* **THE RECORDS**

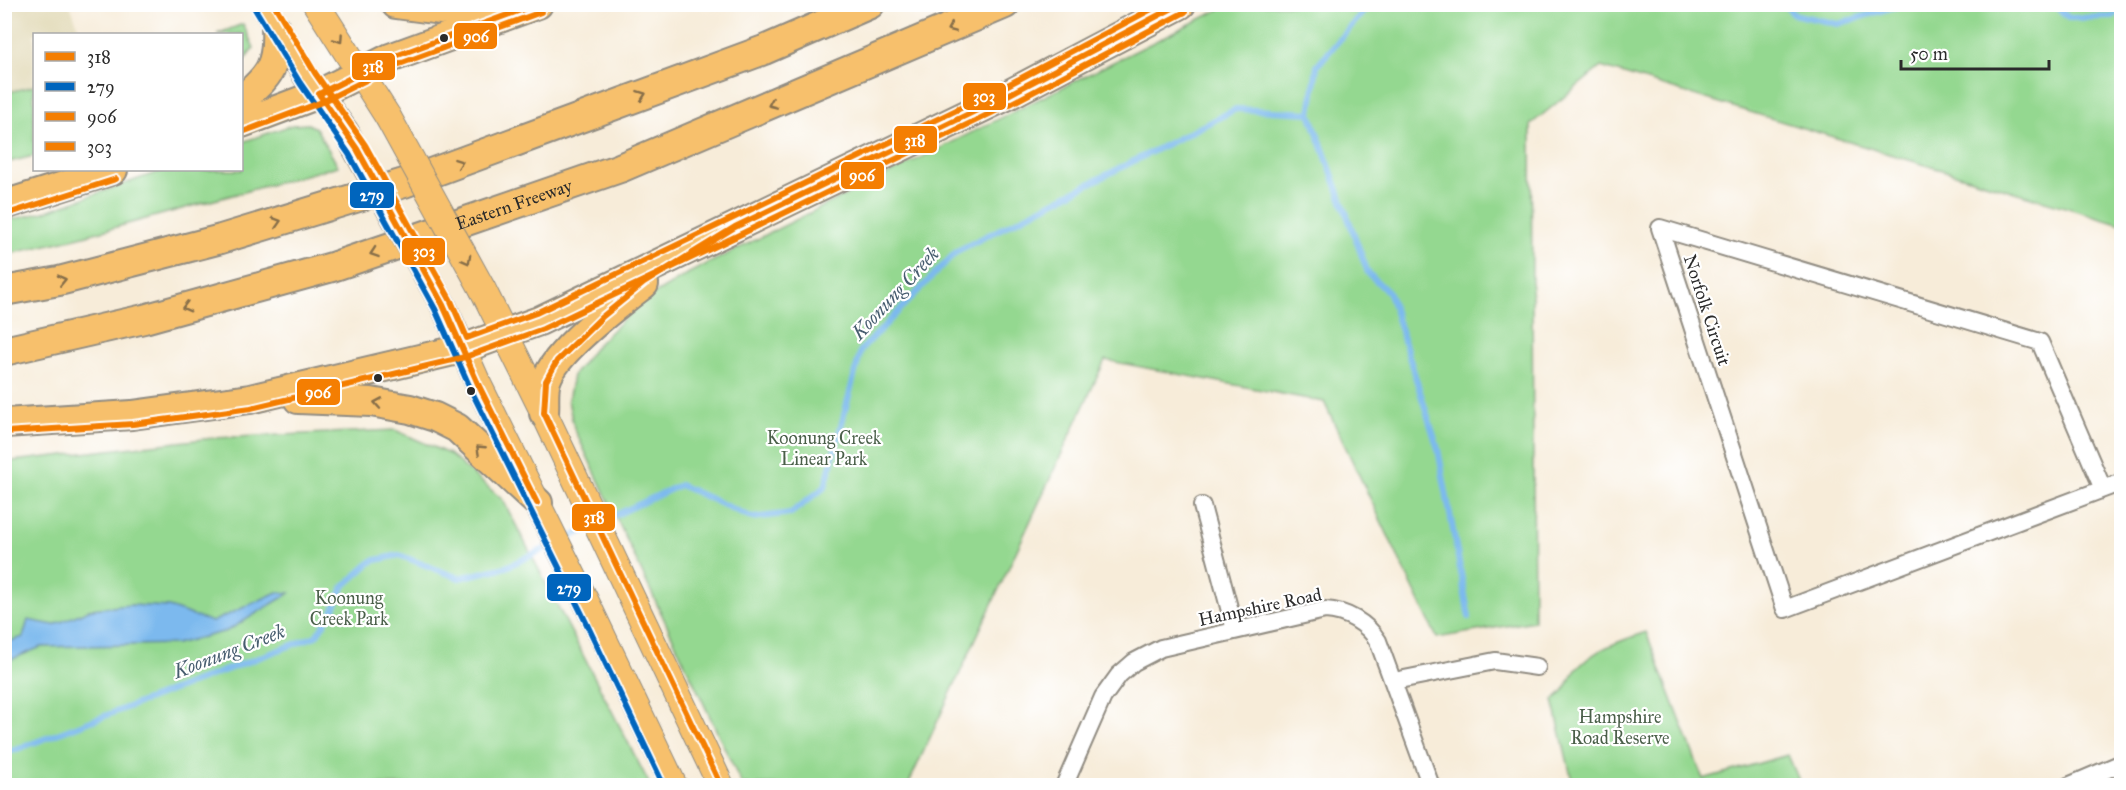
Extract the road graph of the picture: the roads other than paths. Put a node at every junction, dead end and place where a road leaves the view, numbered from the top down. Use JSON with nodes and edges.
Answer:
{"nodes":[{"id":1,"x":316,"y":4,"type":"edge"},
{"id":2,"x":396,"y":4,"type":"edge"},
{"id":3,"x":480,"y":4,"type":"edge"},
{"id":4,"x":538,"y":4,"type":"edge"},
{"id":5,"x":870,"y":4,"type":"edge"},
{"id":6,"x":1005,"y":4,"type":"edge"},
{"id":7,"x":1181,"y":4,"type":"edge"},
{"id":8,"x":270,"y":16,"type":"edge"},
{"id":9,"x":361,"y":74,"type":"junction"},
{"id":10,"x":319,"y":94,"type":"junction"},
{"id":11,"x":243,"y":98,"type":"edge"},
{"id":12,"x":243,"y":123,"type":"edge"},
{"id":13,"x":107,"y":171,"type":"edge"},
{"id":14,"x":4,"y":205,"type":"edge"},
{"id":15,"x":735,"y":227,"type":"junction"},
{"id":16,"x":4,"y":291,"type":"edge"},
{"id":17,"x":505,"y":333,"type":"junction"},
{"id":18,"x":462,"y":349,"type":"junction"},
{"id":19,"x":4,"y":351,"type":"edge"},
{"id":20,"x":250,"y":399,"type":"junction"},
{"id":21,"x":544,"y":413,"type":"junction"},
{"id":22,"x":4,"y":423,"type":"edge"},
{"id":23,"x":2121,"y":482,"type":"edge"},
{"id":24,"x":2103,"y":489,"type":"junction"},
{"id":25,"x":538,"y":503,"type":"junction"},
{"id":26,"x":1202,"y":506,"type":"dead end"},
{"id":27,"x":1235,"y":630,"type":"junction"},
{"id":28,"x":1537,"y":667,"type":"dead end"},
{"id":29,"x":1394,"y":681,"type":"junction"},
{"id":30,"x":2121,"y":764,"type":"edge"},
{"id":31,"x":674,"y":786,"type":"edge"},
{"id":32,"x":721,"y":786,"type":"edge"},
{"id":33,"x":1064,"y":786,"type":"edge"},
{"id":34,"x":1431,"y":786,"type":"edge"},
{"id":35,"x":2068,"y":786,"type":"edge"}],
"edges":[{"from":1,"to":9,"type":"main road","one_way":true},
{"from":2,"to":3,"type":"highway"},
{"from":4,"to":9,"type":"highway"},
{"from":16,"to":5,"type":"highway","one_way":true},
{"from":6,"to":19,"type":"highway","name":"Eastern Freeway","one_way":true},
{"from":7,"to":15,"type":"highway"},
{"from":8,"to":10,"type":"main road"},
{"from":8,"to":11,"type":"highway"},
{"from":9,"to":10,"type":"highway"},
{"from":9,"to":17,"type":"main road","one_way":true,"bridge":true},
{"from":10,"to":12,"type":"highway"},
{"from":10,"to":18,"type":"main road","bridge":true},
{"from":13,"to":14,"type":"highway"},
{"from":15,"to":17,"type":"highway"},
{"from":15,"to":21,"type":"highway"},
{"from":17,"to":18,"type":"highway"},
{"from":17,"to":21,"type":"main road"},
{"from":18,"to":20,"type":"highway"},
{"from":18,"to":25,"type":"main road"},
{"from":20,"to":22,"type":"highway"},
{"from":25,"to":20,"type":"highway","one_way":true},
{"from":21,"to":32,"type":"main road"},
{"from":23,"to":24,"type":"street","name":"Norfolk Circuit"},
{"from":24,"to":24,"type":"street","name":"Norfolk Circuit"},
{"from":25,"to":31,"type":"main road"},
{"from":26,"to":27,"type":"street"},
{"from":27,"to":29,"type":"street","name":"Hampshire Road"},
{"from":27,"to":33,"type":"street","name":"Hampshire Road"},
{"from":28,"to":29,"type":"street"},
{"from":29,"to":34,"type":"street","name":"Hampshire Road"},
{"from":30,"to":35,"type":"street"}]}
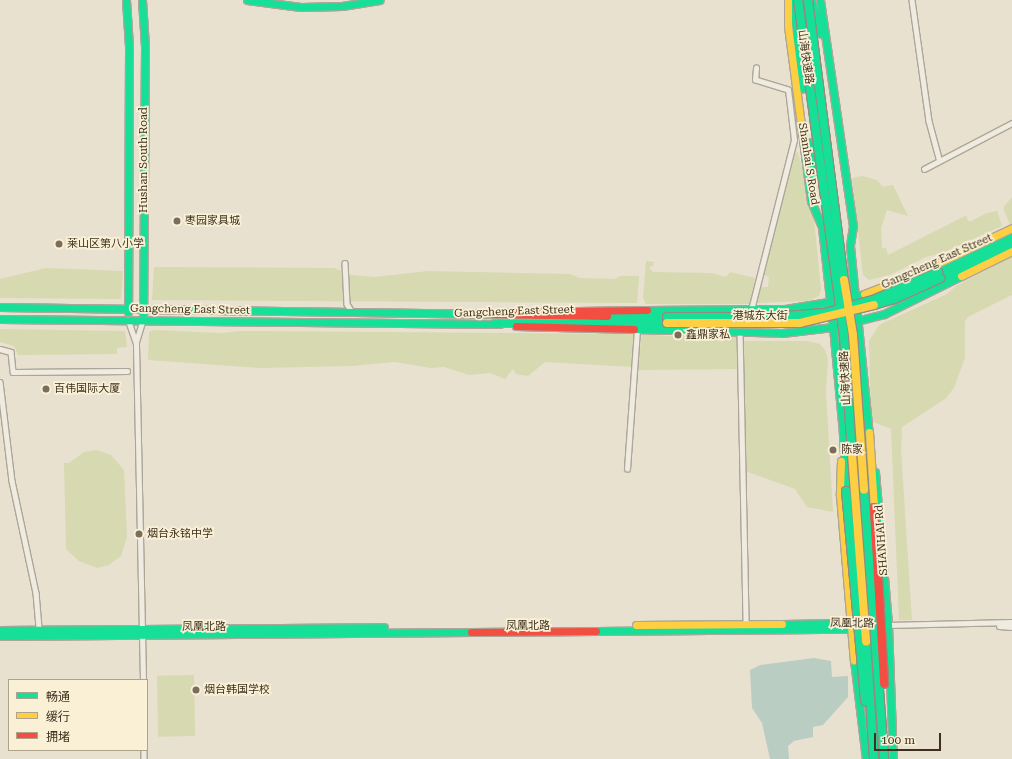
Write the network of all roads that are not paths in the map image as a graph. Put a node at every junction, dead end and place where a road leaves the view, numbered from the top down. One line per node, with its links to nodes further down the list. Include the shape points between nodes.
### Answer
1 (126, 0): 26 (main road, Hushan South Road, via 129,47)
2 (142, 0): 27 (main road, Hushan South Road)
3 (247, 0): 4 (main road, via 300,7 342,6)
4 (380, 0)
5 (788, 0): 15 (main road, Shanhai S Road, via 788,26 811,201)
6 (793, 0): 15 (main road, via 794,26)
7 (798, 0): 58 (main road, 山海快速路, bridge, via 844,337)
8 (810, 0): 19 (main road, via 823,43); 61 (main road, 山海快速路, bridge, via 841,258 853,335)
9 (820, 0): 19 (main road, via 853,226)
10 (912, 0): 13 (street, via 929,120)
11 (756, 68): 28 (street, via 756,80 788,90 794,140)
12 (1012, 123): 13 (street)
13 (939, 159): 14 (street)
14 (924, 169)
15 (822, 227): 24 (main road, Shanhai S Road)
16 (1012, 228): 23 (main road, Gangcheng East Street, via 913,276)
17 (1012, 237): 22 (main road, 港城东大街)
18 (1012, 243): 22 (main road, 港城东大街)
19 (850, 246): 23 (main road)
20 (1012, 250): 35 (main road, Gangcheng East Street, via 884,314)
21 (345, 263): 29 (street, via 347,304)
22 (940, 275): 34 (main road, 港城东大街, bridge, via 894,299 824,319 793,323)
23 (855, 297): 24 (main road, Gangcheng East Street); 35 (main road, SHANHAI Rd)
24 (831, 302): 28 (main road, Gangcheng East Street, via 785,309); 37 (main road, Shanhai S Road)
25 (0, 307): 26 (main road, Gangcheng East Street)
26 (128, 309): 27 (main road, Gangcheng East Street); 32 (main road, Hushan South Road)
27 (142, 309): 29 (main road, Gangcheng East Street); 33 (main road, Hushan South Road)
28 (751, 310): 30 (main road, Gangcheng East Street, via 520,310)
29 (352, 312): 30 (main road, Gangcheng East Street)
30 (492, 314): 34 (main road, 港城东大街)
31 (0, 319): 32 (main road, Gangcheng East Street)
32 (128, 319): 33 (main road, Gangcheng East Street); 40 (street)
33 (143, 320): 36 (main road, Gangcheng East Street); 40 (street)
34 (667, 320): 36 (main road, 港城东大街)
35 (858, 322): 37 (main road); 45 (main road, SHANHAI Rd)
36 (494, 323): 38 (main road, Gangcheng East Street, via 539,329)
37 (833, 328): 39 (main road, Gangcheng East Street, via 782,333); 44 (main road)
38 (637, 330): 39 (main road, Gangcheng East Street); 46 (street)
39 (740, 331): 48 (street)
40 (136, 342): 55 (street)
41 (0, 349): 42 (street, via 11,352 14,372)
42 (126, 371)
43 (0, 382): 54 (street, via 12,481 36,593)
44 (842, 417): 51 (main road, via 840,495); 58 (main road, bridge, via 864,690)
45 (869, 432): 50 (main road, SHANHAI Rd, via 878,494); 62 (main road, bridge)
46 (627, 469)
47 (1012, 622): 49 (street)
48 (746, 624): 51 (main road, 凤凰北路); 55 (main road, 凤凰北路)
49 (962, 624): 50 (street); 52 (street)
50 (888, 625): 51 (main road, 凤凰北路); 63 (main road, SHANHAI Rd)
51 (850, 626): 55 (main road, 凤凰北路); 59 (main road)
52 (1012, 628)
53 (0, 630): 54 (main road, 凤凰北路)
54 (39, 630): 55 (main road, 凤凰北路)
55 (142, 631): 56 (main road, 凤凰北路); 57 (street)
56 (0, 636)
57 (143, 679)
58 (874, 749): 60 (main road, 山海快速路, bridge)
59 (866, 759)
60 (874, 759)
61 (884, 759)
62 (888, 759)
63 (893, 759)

* **WORK ORDER**
Output the entries above verbatim, leaving out images.

* **WRITTEN REPLY**
Extract the road graph of the picture: the roads other than paths. Put a node at every junction, dead end and place where a road leaves the view, numbered from the top down. Use JSON with nodes and edges.
Answer:
{"nodes":[{"id":1,"x":316,"y":4,"type":"edge"},
{"id":2,"x":396,"y":4,"type":"edge"},
{"id":3,"x":480,"y":4,"type":"edge"},
{"id":4,"x":538,"y":4,"type":"edge"},
{"id":5,"x":870,"y":4,"type":"edge"},
{"id":6,"x":1005,"y":4,"type":"edge"},
{"id":7,"x":1181,"y":4,"type":"edge"},
{"id":8,"x":270,"y":16,"type":"edge"},
{"id":9,"x":361,"y":74,"type":"junction"},
{"id":10,"x":319,"y":94,"type":"junction"},
{"id":11,"x":243,"y":98,"type":"edge"},
{"id":12,"x":243,"y":123,"type":"edge"},
{"id":13,"x":107,"y":171,"type":"edge"},
{"id":14,"x":4,"y":205,"type":"edge"},
{"id":15,"x":735,"y":227,"type":"junction"},
{"id":16,"x":4,"y":291,"type":"edge"},
{"id":17,"x":505,"y":333,"type":"junction"},
{"id":18,"x":462,"y":349,"type":"junction"},
{"id":19,"x":4,"y":351,"type":"edge"},
{"id":20,"x":250,"y":399,"type":"junction"},
{"id":21,"x":544,"y":413,"type":"junction"},
{"id":22,"x":4,"y":423,"type":"edge"},
{"id":23,"x":2121,"y":482,"type":"edge"},
{"id":24,"x":2103,"y":489,"type":"junction"},
{"id":25,"x":538,"y":503,"type":"junction"},
{"id":26,"x":1202,"y":506,"type":"dead end"},
{"id":27,"x":1235,"y":630,"type":"junction"},
{"id":28,"x":1537,"y":667,"type":"dead end"},
{"id":29,"x":1394,"y":681,"type":"junction"},
{"id":30,"x":2121,"y":764,"type":"edge"},
{"id":31,"x":674,"y":786,"type":"edge"},
{"id":32,"x":721,"y":786,"type":"edge"},
{"id":33,"x":1064,"y":786,"type":"edge"},
{"id":34,"x":1431,"y":786,"type":"edge"},
{"id":35,"x":2068,"y":786,"type":"edge"}],
"edges":[{"from":1,"to":9,"type":"main road","one_way":true},
{"from":2,"to":3,"type":"highway"},
{"from":4,"to":9,"type":"highway"},
{"from":16,"to":5,"type":"highway","one_way":true},
{"from":6,"to":19,"type":"highway","name":"Eastern Freeway","one_way":true},
{"from":7,"to":15,"type":"highway"},
{"from":8,"to":10,"type":"main road"},
{"from":8,"to":11,"type":"highway"},
{"from":9,"to":10,"type":"highway"},
{"from":9,"to":17,"type":"main road","one_way":true,"bridge":true},
{"from":10,"to":12,"type":"highway"},
{"from":10,"to":18,"type":"main road","bridge":true},
{"from":13,"to":14,"type":"highway"},
{"from":15,"to":17,"type":"highway"},
{"from":15,"to":21,"type":"highway"},
{"from":17,"to":18,"type":"highway"},
{"from":17,"to":21,"type":"main road"},
{"from":18,"to":20,"type":"highway"},
{"from":18,"to":25,"type":"main road"},
{"from":20,"to":22,"type":"highway"},
{"from":25,"to":20,"type":"highway","one_way":true},
{"from":21,"to":32,"type":"main road"},
{"from":23,"to":24,"type":"street","name":"Norfolk Circuit"},
{"from":24,"to":24,"type":"street","name":"Norfolk Circuit"},
{"from":25,"to":31,"type":"main road"},
{"from":26,"to":27,"type":"street"},
{"from":27,"to":29,"type":"street","name":"Hampshire Road"},
{"from":27,"to":33,"type":"street","name":"Hampshire Road"},
{"from":28,"to":29,"type":"street"},
{"from":29,"to":34,"type":"street","name":"Hampshire Road"},
{"from":30,"to":35,"type":"street"}]}
Write the network of all roads that are not paths in the map image as a graph. Put a node at every junction, dead end and place where a road leaves the view, numbered from the top down. One line per node, with its links to nodes further down the list. Include the shape points between nodes.
### Answer
1 (126, 0): 26 (main road, Hushan South Road, via 129,47)
2 (142, 0): 27 (main road, Hushan South Road)
3 (247, 0): 4 (main road, via 300,7 342,6)
4 (380, 0)
5 (788, 0): 15 (main road, Shanhai S Road, via 788,26 811,201)
6 (793, 0): 15 (main road, via 794,26)
7 (798, 0): 58 (main road, 山海快速路, bridge, via 844,337)
8 (810, 0): 19 (main road, via 823,43); 61 (main road, 山海快速路, bridge, via 841,258 853,335)
9 (820, 0): 19 (main road, via 853,226)
10 (912, 0): 13 (street, via 929,120)
11 (756, 68): 28 (street, via 756,80 788,90 794,140)
12 (1012, 123): 13 (street)
13 (939, 159): 14 (street)
14 (924, 169)
15 (822, 227): 24 (main road, Shanhai S Road)
16 (1012, 228): 23 (main road, Gangcheng East Street, via 913,276)
17 (1012, 237): 22 (main road, 港城东大街)
18 (1012, 243): 22 (main road, 港城东大街)
19 (850, 246): 23 (main road)
20 (1012, 250): 35 (main road, Gangcheng East Street, via 884,314)
21 (345, 263): 29 (street, via 347,304)
22 (940, 275): 34 (main road, 港城东大街, bridge, via 894,299 824,319 793,323)
23 (855, 297): 24 (main road, Gangcheng East Street); 35 (main road, SHANHAI Rd)
24 (831, 302): 28 (main road, Gangcheng East Street, via 785,309); 37 (main road, Shanhai S Road)
25 (0, 307): 26 (main road, Gangcheng East Street)
26 (128, 309): 27 (main road, Gangcheng East Street); 32 (main road, Hushan South Road)
27 (142, 309): 29 (main road, Gangcheng East Street); 33 (main road, Hushan South Road)
28 (751, 310): 30 (main road, Gangcheng East Street, via 520,310)
29 (352, 312): 30 (main road, Gangcheng East Street)
30 (492, 314): 34 (main road, 港城东大街)
31 (0, 319): 32 (main road, Gangcheng East Street)
32 (128, 319): 33 (main road, Gangcheng East Street); 40 (street)
33 (143, 320): 36 (main road, Gangcheng East Street); 40 (street)
34 (667, 320): 36 (main road, 港城东大街)
35 (858, 322): 37 (main road); 45 (main road, SHANHAI Rd)
36 (494, 323): 38 (main road, Gangcheng East Street, via 539,329)
37 (833, 328): 39 (main road, Gangcheng East Street, via 782,333); 44 (main road)
38 (637, 330): 39 (main road, Gangcheng East Street); 46 (street)
39 (740, 331): 48 (street)
40 (136, 342): 55 (street)
41 (0, 349): 42 (street, via 11,352 14,372)
42 (126, 371)
43 (0, 382): 54 (street, via 12,481 36,593)
44 (842, 417): 51 (main road, via 840,495); 58 (main road, bridge, via 864,690)
45 (869, 432): 50 (main road, SHANHAI Rd, via 878,494); 62 (main road, bridge)
46 (627, 469)
47 (1012, 622): 49 (street)
48 (746, 624): 51 (main road, 凤凰北路); 55 (main road, 凤凰北路)
49 (962, 624): 50 (street); 52 (street)
50 (888, 625): 51 (main road, 凤凰北路); 63 (main road, SHANHAI Rd)
51 (850, 626): 55 (main road, 凤凰北路); 59 (main road)
52 (1012, 628)
53 (0, 630): 54 (main road, 凤凰北路)
54 (39, 630): 55 (main road, 凤凰北路)
55 (142, 631): 56 (main road, 凤凰北路); 57 (street)
56 (0, 636)
57 (143, 679)
58 (874, 749): 60 (main road, 山海快速路, bridge)
59 (866, 759)
60 (874, 759)
61 (884, 759)
62 (888, 759)
63 (893, 759)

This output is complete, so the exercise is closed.